Камбрийская сноровка (Коваленко) - страница 182

   Печальные, отчаянные, неукротимые слова льются сквозь грудь, сквозь горло. Печаль и ликование разом. Сида оплакивает себя, мечту о спокойной жизни, ликует — от пения, от того, что лица вокруг вновь стали хорошими, хоть и бледными малость. Слов не понимают? Почувствуют душу. Поймут грусть, вызов, спокойное принятие долга и судьбы. Нет иного пути — значит, этот!

— Не для меня журчат ручьи,

Текут алмазными струями,

Там дева с черными бровями,

Она растет не для меня.

   Ни Луковка. Ни Настя.

   Сами пришли, да поздненько — так, что придется отдать, выпустить, как птичку с руки. Замужняя — останется другом, будет верна, да будет сначала мужнина, потом немайнина — а там и дети сиду подвинут. Это правильно, но больно.

— Не для меня цветут сады,

В долине роща расцветает,

Там соловей весну встречает,

Он будет петь не для меня.

   Немайн раньше приходилось петь эту песню, но не чувствовать. Не так…

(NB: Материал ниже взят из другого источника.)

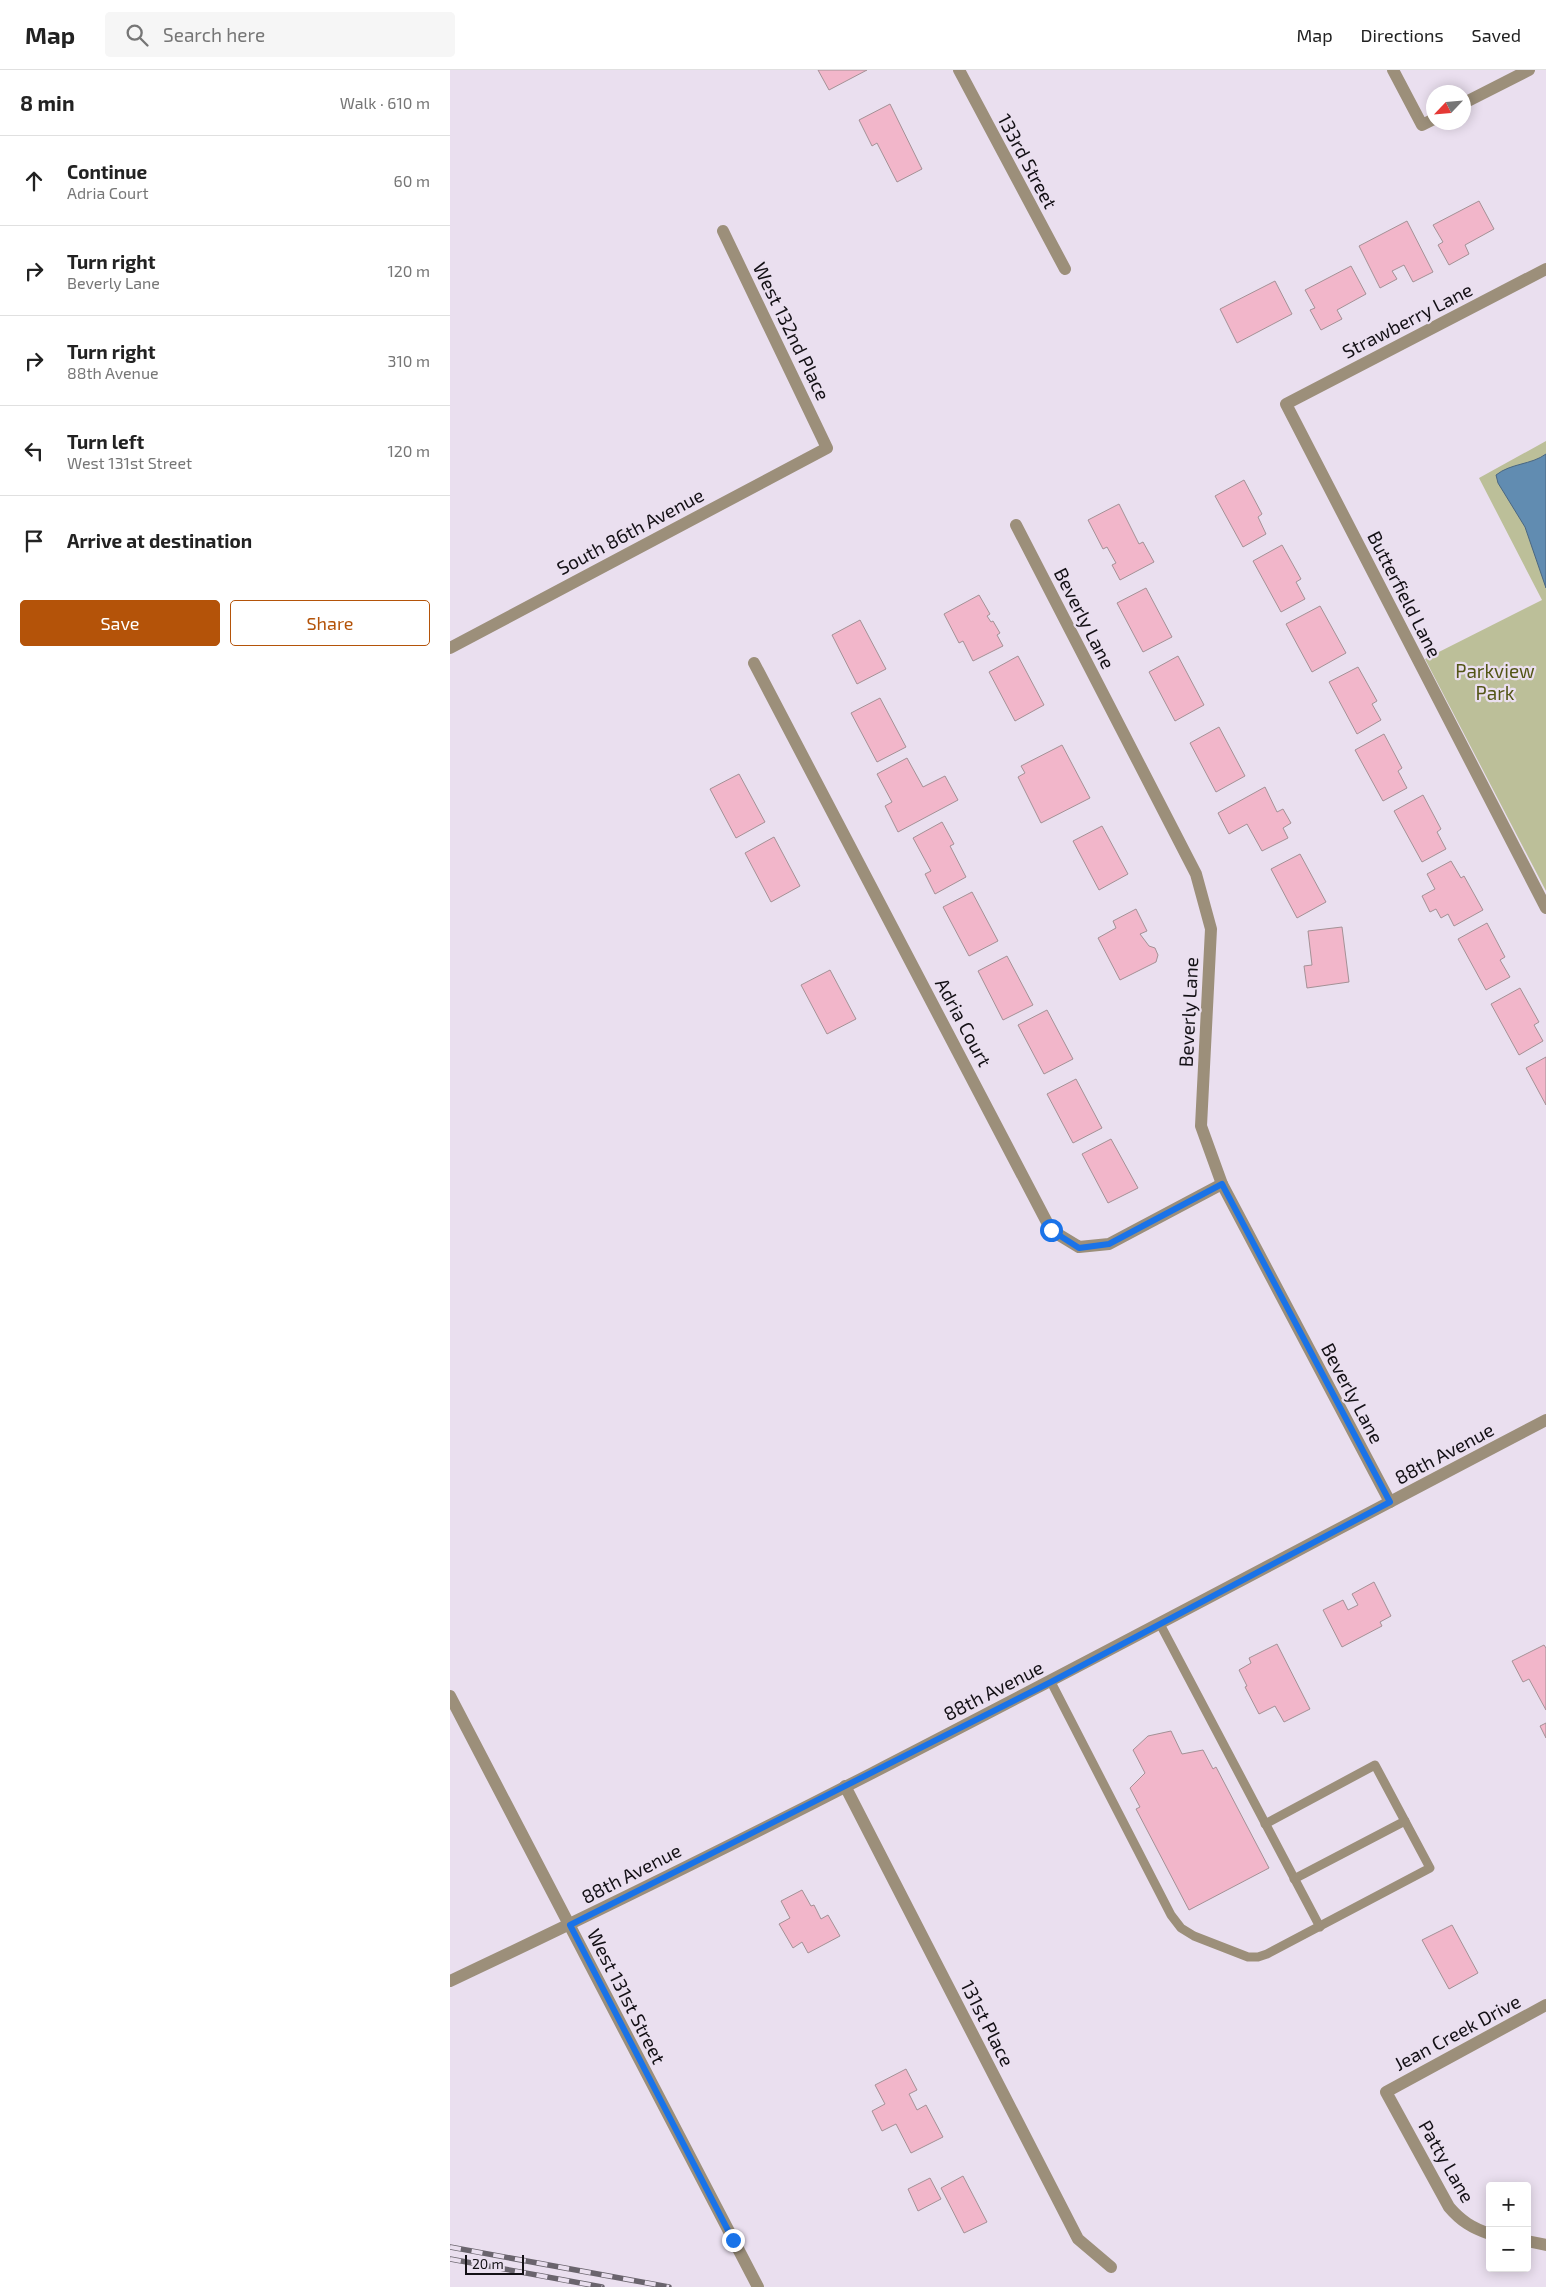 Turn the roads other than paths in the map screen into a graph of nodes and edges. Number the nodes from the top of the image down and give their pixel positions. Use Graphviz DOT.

— Не для меня весной родня,

В кругу домашнем соберется,

«Христос воскрес!» — из уст польется,

В пасхальный день не для меня.

   Люди — шевельнулись, узнали имя Господне. Узнала бы сида — в чужом языке, в песне? Веры той нет, наивной, наполовину языческой, но истовой. Да и война будет — между христианами. Враги–язычники на островах закончились, те староверы, что остались — будут драться в одном строю с камбрийцами, даже если на другом направлении.

— Не для меня споют друзья

И вся казачия краина…

И на коня однажды сына

Другой подсадит, но не я…

   Сида ослепла — от слез. Сын у нее есть — ее радость, ее сокровище. А что еще может сделать смерть за Отечество не только почетной, но и сладкой — как не сознание того, что враг не посмеет и не сможет обидеть твою кровинку?

   Она не видит, как принц Катен внимательно вглядывается в замершие лица гостей, что Мерсиец давно отпустил серебряный молот, что у аварского посла рука на сабле, и слезы в уголках глаз. Язык он узнал — отчасти, по знакомым славянским корням, но он узнал и степную волю, и слова, похожие на тюркские. Гадать будет — потом. Теперь ему попросту хочется — чтобы не стало непорядка в каганате, да чтобы авары перестали жить данью, а вместо того развернули коней на восток и вновь, как в былые времена, зачерпнули в шлемы воды великих Дона и Идела…

А для меня кусок свинца —

Он в тело белое вопьётся,

И кровь горячая прольется —

Вот это, братцы, для меня!

   Немайн смолкла — словно хребет вытащили. Согнулась, оперлась о край стола — не пошатнулся. Вытерла подбородок. Недоуменно уставилась на окрашенную кармином ладонь.

   — Кажется, — сказала, — я испортила праздник. Простите, если можете. Если больше не позовете — не обижусь, а позовете — вина мне не наливать! Но назад — ни единого слова не беру. Точка.